Executive Letter: Federal Judge in Texas Delays Section 1071 Mandatory Compliance Dates for Some
By Rose Oswald Poels
Through an order issued earlier this week, a federal judge in the U.S. District Court, Southern District of Texas, McCallen Division enjoined implementation and enforcement of the Bureau of Consumer Financial Protection’s (CFPB) Section 1071 Small Business Data Collection and Reporting Rule while the United States Supreme Court hears a challenge to CFPB’s funding structure. This enjoinment however does not apply to all banks.
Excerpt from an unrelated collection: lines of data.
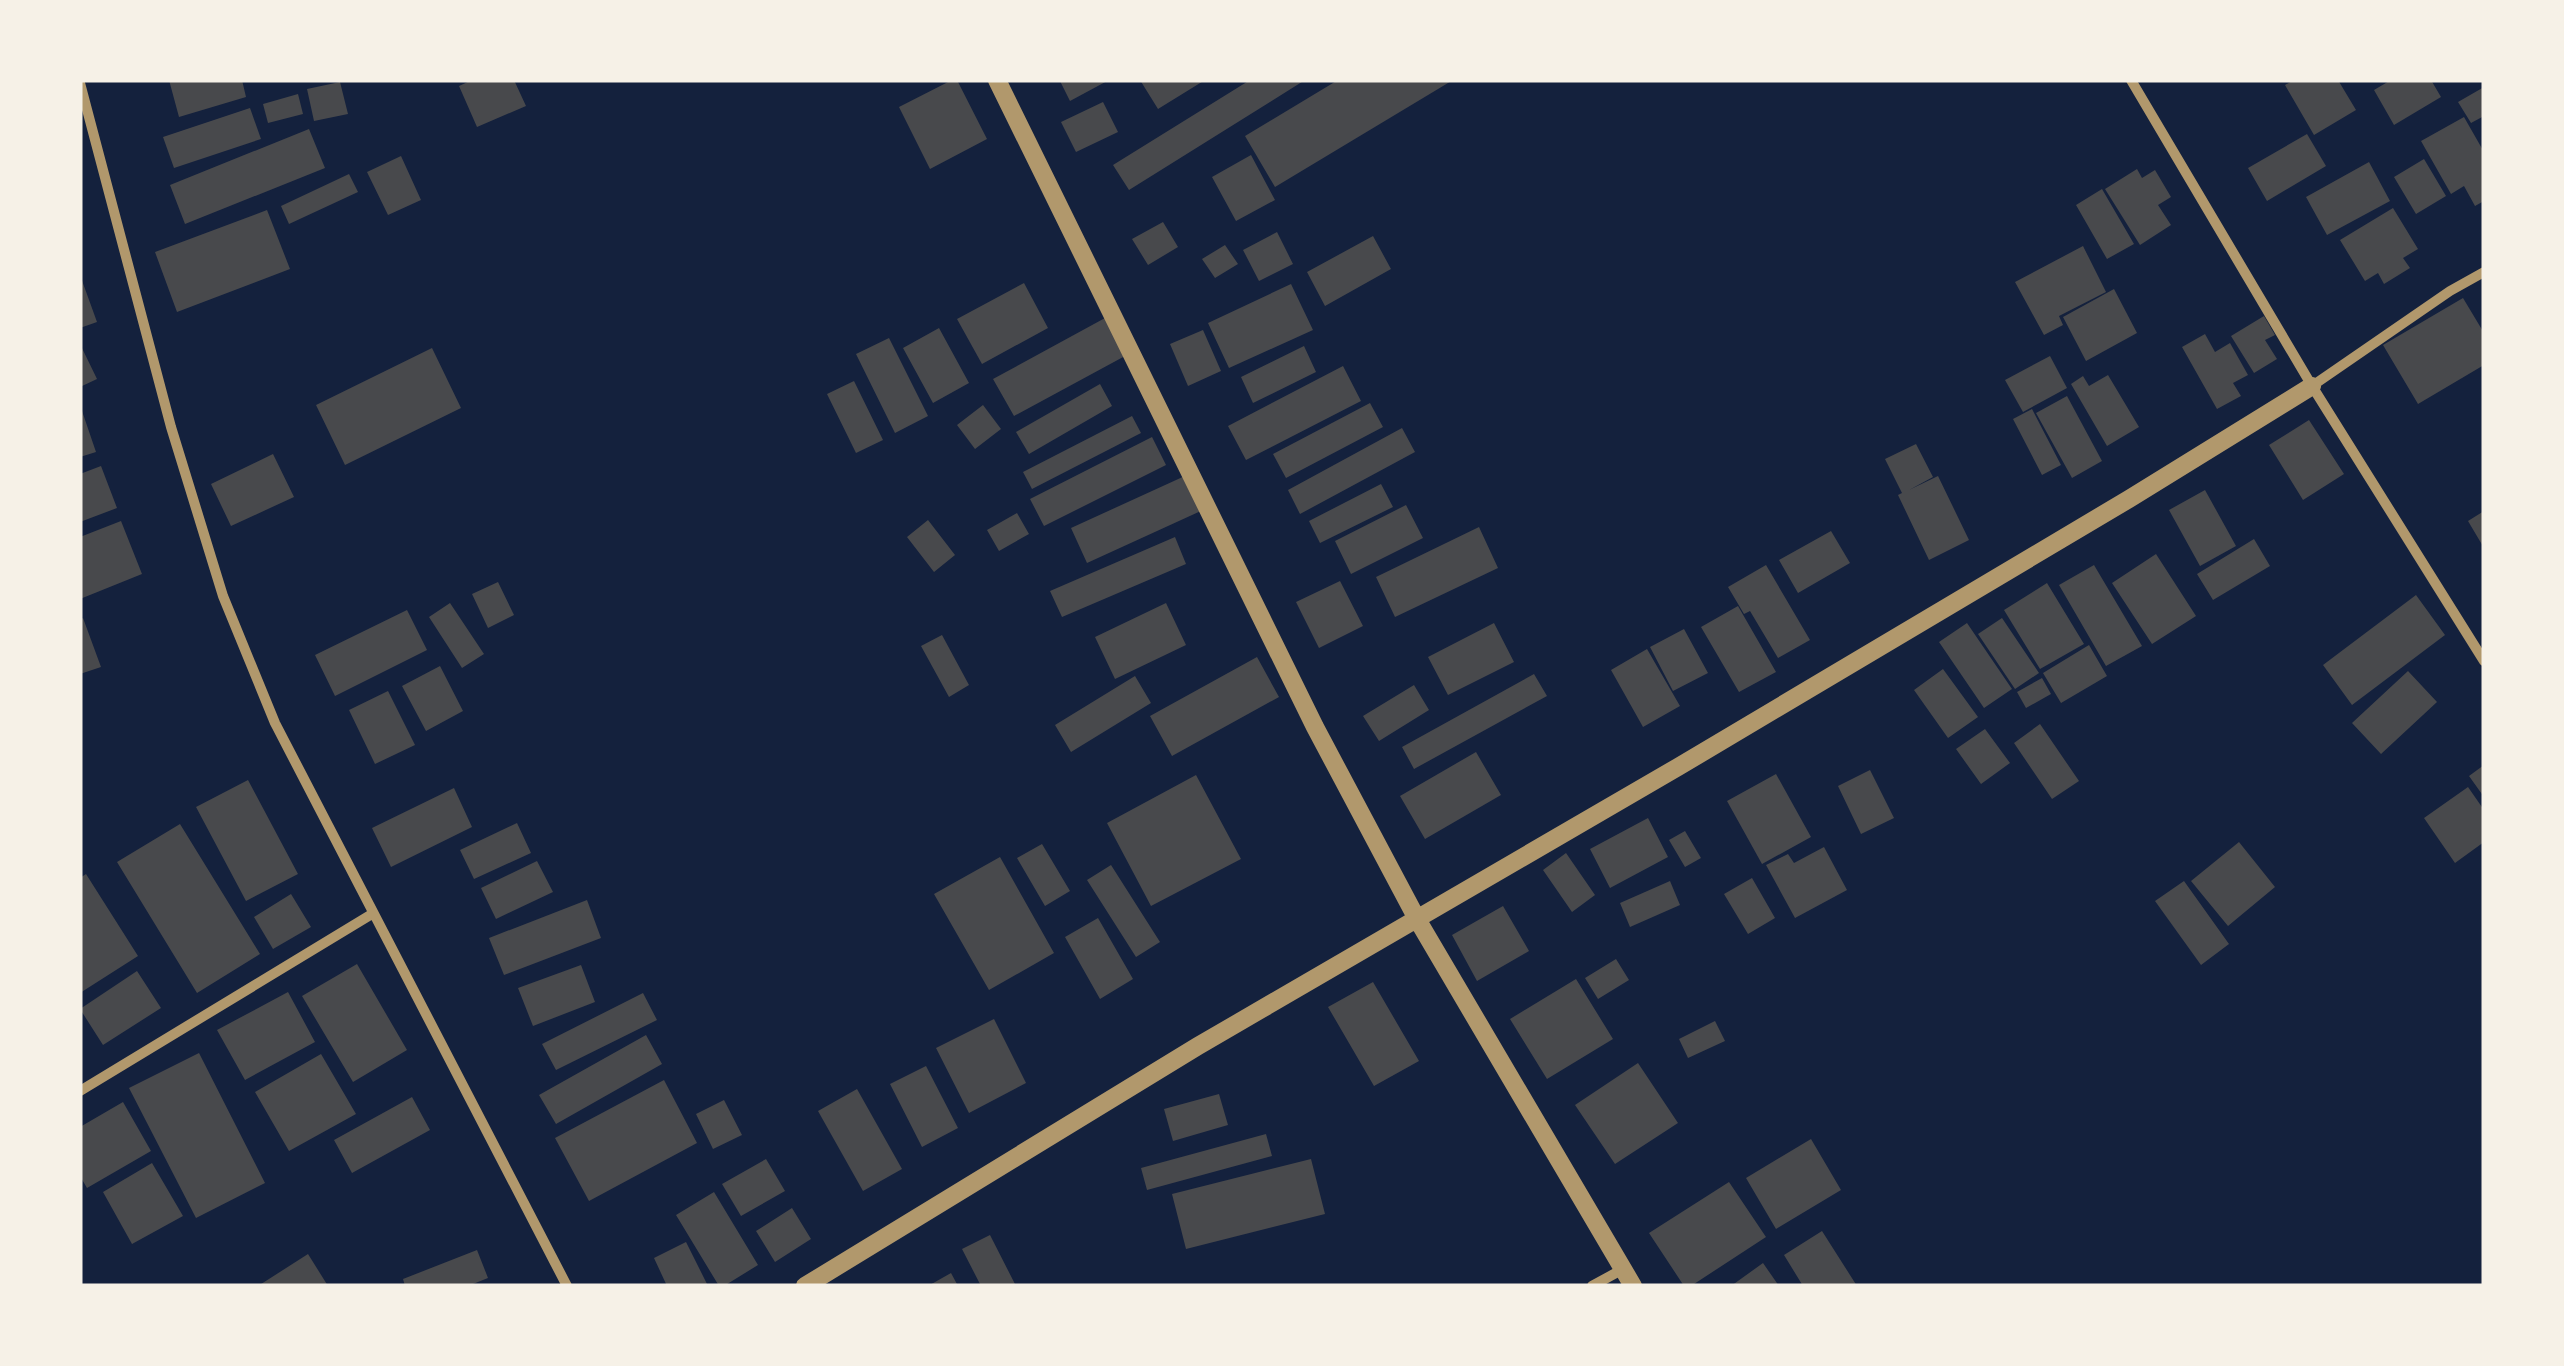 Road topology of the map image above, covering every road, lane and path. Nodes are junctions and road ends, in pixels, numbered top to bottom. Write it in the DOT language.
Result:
graph roads {
  1 [pos="997,80"];
  2 [pos="2131,80"];
  3 [pos="80,82"];
  4 [pos="2484,272"];
  5 [pos="2312,386"];
  6 [pos="2484,661"];
  7 [pos="372,914"];
  8 [pos="1417,919"];
  9 [pos="80,1090"];
  10 [pos="1623,1269"];
  11 [pos="568,1286"];
  12 [pos="805,1286"];
  13 [pos="1592,1286"];
  14 [pos="1633,1286"];
  1 -- 8 [label="street"];
  2 -- 5 [label="street"];
  3 -- 7 [label="street"];
  4 -- 5 [label="street"];
  5 -- 6 [label="street"];
  5 -- 8 [label="street"];
  7 -- 9 [label="street"];
  7 -- 11 [label="street"];
  8 -- 10 [label="street"];
  8 -- 12 [label="street"];
  10 -- 13 [label="street"];
  10 -- 14 [label="street"];
}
The American Bankers Association (ABA), Texas Bankers Association (TBA), and Rio Bank of McAllen, Texas (collectively, the plaintiffs) had jointly filed a lawsuit against CFPB earlier this spring seeking an injunction for all lenders covered by the rule. The plaintiffs requested the court enjoin the Section 1071 rule nationwide until the U.S. Supreme Court resolves the constitutionality of CPFB’s funding structure.
In 2022, the Fifth Circuit held CFPB’s funding structure unconstitutional because Congress funded CFPB directly from the Federal Reserve; such funding contradicts the Constitution’s Appropriations Clause. CFPB appealed the Fifth Circuit’s decision. See CFPB v. Community Financial Services Association of America. The U.S. Supreme Court agreed to take up the case; however, the Supreme Court is not scheduled to hear arguments until October. A decision by the Supreme Court could be released any time before the end of June 2024. These dates are very close to mandatory implementation of the Section 1071 rule — which for some banks begins as soon as October 2024.
As mentioned above, the federal Texas judge enjoined implementation and enforcement of CFPB’s Section 1071 rule. Unfortunately, however, the court denied the plaintiff’s request for nationwide injunctive relief. The order only applies to the plaintiffs’ members. As a result, the relief only applies to ABA members, TBA members, and to Rio Bank.
I am currently in discussion with outside counsel regarding the narrowness of the order and whether other steps may be taken to help find relief for WBA-member banks not covered by the order. I encourage banks that have yet to determine applicability of Section 1071 to the bank to determine whether and when it must comply with Section 1071, as applicable.
As a reminder, implementation of the Section 1071 rule is staggered. Banks that originate more than 2,500 covered credit transactions in each of the two preceding calendar years must comply with the rule no later than October 1, 2024; banks that originate less than 2,500 but at least 500 covered credit transactions in each of the two preceding calendar years must comply no later than April 1, 2025; and banks that originate less than 500 but at least 100 covered credit transactions in the previous two calendar years must implement by January 1, 2026.
A covered credit transaction is one that meets the definition of “business credit” under Regulation B unless the credit is specifically excluded by the Section 1071 rule. Agricultural purpose loans are included in the Regulation B definition. Specifically excluded credit from the definition of a covered credit transaction under Section 1071 are: trade credit, HMDA-reportable transactions, insurance premium financing, public utility credit, securities credit, incidental credit, factoring, and leases, as defined by the rule. The ability to exclude HMDA-reportable transactions from the definition of covered credit transaction applies to both HMDA-reporting and non-HMDA reporting banks.